Find the word "Byron" in the data, then copy each line where it is found.

Input records =>
++++

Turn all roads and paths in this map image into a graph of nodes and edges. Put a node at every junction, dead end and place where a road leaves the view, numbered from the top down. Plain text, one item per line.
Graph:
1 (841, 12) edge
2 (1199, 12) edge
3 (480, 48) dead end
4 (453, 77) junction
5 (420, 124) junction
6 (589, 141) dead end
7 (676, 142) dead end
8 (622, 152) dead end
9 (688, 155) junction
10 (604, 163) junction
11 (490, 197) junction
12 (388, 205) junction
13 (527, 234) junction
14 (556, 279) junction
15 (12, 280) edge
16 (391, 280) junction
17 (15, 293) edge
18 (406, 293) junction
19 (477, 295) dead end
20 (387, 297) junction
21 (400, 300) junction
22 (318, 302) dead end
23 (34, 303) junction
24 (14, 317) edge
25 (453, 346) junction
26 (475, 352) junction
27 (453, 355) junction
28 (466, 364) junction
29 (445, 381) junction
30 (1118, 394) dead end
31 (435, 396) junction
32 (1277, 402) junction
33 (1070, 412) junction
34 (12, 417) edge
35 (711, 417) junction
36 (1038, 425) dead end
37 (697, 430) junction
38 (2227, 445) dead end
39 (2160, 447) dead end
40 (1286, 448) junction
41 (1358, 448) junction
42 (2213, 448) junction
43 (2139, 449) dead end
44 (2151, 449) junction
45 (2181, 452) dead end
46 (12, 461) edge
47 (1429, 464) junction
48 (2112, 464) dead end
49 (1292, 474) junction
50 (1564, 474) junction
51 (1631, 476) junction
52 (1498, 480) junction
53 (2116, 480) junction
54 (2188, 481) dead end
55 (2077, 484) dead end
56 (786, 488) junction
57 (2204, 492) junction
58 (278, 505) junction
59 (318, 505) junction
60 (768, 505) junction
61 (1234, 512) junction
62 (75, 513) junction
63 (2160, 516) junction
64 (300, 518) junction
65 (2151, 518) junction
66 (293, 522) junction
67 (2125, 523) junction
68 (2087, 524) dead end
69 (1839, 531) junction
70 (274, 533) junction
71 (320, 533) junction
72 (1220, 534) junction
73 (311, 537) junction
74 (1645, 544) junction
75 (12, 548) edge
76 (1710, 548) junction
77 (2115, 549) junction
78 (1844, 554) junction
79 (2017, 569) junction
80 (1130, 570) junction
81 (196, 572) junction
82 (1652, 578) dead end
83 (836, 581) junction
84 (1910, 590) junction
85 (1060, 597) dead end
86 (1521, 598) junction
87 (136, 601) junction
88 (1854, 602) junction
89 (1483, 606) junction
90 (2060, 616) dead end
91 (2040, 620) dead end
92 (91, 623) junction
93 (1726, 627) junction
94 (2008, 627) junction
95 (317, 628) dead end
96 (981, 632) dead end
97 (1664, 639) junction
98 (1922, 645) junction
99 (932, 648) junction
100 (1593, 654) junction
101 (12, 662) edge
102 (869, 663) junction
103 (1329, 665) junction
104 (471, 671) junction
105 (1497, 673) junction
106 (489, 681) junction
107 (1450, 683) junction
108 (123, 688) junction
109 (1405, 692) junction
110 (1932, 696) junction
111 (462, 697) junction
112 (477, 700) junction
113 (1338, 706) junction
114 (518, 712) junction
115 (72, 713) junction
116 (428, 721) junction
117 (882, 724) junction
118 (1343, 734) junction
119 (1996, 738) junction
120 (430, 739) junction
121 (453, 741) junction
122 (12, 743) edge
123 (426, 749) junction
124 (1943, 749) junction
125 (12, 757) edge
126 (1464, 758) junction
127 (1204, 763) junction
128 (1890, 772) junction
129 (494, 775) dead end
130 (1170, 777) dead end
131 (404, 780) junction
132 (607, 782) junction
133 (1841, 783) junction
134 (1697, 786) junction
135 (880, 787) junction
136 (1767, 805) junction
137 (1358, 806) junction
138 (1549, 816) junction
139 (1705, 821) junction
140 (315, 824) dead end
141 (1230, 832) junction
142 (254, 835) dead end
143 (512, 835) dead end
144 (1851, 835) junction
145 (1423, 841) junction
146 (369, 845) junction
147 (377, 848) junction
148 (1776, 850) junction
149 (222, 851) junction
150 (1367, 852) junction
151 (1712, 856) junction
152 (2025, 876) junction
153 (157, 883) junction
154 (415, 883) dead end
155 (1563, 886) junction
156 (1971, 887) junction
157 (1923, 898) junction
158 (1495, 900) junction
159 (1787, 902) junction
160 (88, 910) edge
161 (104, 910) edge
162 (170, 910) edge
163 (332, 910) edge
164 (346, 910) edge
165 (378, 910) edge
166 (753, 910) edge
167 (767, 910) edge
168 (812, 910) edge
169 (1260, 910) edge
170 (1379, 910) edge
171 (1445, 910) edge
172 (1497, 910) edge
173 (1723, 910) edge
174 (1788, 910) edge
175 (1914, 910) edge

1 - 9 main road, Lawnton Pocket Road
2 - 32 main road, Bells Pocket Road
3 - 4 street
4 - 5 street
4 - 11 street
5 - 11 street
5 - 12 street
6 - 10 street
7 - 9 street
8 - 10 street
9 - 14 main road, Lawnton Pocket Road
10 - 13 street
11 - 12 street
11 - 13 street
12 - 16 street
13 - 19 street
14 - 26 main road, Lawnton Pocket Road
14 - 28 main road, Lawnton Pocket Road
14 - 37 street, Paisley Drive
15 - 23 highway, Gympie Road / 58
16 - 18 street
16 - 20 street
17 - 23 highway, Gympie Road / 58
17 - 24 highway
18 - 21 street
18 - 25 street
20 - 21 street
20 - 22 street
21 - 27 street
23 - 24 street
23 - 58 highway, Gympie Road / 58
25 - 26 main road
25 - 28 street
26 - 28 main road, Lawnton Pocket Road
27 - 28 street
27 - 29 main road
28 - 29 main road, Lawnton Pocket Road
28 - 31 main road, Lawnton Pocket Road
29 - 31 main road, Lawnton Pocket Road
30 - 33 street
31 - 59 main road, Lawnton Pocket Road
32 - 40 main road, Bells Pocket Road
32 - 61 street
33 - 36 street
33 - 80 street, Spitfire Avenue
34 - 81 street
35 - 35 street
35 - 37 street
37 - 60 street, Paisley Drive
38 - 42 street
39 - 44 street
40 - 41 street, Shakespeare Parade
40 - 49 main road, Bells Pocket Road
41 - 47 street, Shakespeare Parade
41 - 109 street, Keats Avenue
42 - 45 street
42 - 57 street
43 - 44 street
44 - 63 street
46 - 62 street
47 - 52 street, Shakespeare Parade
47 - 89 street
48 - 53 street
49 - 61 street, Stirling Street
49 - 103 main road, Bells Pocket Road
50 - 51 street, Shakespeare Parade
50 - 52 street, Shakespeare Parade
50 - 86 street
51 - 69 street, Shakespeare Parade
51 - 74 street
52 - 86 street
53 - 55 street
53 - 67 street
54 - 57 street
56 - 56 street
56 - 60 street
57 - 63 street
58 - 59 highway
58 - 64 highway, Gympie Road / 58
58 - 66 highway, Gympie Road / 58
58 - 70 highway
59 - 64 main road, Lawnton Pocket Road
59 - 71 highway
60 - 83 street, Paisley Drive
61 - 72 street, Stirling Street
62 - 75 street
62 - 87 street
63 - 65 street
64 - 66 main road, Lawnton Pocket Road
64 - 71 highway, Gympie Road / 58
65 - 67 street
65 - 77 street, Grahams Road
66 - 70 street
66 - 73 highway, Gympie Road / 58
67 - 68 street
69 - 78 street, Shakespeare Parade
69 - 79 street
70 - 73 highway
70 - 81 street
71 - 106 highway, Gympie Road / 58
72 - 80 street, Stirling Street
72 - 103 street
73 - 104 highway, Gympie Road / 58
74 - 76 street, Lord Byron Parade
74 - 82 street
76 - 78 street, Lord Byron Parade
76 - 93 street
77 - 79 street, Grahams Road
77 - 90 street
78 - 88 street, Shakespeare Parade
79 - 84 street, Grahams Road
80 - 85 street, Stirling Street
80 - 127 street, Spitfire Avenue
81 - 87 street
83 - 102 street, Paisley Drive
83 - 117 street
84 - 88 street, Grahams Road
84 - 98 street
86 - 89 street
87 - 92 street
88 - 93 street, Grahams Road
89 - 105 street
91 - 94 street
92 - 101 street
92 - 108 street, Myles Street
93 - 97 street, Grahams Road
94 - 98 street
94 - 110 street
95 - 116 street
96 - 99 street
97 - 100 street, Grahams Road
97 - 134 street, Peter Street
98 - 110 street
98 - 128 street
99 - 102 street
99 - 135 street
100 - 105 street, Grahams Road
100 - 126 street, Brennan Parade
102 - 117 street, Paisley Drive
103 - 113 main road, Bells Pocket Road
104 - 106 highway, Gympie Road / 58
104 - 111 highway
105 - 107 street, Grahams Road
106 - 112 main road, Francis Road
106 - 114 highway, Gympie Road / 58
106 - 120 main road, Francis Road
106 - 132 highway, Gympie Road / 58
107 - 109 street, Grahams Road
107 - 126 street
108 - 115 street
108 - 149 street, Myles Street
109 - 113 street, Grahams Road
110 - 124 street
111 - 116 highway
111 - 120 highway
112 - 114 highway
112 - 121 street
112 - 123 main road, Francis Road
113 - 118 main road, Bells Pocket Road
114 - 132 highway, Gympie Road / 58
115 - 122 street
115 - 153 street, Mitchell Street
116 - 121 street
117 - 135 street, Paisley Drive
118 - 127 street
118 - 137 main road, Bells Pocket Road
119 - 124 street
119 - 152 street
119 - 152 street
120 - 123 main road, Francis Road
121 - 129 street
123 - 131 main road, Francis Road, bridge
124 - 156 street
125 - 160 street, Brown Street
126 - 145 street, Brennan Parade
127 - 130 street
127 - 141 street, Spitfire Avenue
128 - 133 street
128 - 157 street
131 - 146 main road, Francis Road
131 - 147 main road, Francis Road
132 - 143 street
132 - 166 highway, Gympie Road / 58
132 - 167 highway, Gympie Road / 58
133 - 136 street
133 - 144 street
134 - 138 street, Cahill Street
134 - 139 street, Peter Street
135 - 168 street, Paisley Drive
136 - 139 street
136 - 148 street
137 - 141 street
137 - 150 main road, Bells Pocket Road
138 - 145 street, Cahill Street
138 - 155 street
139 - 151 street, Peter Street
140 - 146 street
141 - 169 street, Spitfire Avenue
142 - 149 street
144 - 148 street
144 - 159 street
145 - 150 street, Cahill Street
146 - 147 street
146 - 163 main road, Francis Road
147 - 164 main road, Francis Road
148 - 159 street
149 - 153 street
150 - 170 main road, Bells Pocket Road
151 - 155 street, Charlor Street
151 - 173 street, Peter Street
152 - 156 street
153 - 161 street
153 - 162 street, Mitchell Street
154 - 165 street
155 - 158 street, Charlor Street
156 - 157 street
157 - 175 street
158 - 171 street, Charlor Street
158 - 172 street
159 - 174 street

++++

Result below =>
74 - 76 street, Lord Byron Parade
76 - 78 street, Lord Byron Parade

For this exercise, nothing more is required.